Speaker
Description
Surfactant/lipid vesicles are closed bilayer aggregates that are interesting to understand because of their importance in several biological processes. They are often surprisingly stable, partly because of an intriguing stability against Ostwald ripening. If, in addition, fusion events are rare, a vesicle dispersion may retain its size distribution for weeks and months. For this reason, kinetic stability of vesicles is sometimes misinterpreted as thermodynamic stability.
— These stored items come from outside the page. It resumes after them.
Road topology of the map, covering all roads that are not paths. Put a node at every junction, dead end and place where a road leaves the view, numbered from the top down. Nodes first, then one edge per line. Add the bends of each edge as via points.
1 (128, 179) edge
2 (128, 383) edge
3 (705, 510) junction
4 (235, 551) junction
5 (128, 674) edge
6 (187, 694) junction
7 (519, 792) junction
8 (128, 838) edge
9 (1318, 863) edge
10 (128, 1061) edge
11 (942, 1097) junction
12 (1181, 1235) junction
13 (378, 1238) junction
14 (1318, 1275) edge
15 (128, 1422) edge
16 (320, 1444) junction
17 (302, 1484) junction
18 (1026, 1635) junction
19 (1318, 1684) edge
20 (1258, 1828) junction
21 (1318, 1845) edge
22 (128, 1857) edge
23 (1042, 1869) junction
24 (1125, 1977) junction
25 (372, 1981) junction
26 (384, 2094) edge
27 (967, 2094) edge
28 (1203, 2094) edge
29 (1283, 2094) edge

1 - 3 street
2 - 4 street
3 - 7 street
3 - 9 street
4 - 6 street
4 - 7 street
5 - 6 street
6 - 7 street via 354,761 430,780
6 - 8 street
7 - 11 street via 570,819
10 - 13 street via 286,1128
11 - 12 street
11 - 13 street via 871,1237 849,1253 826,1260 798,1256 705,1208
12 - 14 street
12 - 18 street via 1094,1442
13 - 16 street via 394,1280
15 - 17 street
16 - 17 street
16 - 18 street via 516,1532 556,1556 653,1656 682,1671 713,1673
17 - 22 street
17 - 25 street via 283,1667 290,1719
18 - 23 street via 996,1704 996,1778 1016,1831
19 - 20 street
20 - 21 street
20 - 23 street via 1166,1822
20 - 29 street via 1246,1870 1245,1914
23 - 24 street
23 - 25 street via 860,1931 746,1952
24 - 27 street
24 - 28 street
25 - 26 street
Here we will focus on vesicle (membrane) fusion and how its kinetics depends on the surfactant monolayer spontaneous curvature, H0. As model system we have studied the binary water-C10E3 (CH3(CH2)9(OCH2CH2)3OH) system, where H0 of the non-ionic surfactant monolayer can be conveniently tuned by varying the temperature.(We use the convention that curvature away from water is counted as positive, thus, H0 decreases with increasing temperature, H0≈10-3(T0-T) where T0 is the “balanced temperature” where H0=0). In the vicinity of H0=0 (here, T≈26 °C), the surfactant may form two different bilayer phases. A lamellar phase, when H0>0 (T<26 °C) and a sponge phase when H0<0 (T>26 °C). Interestingly, it is found that the lamellar phase can in excess water be fragmented into kinetically stable uni-lamellar vesicles, while the sponge phase can not. Above 26 °C vesicles spontaneously fuse and the rate increases with increasing temperature. The fact that vesicle fusion typically requires H0<0 is consistent with membrane fusion models involving the so-called stalk intermediate structure. Vesicle fusion was also studied with giant uni-lamellar vesicles using rapid confocal laser scanning microscopy.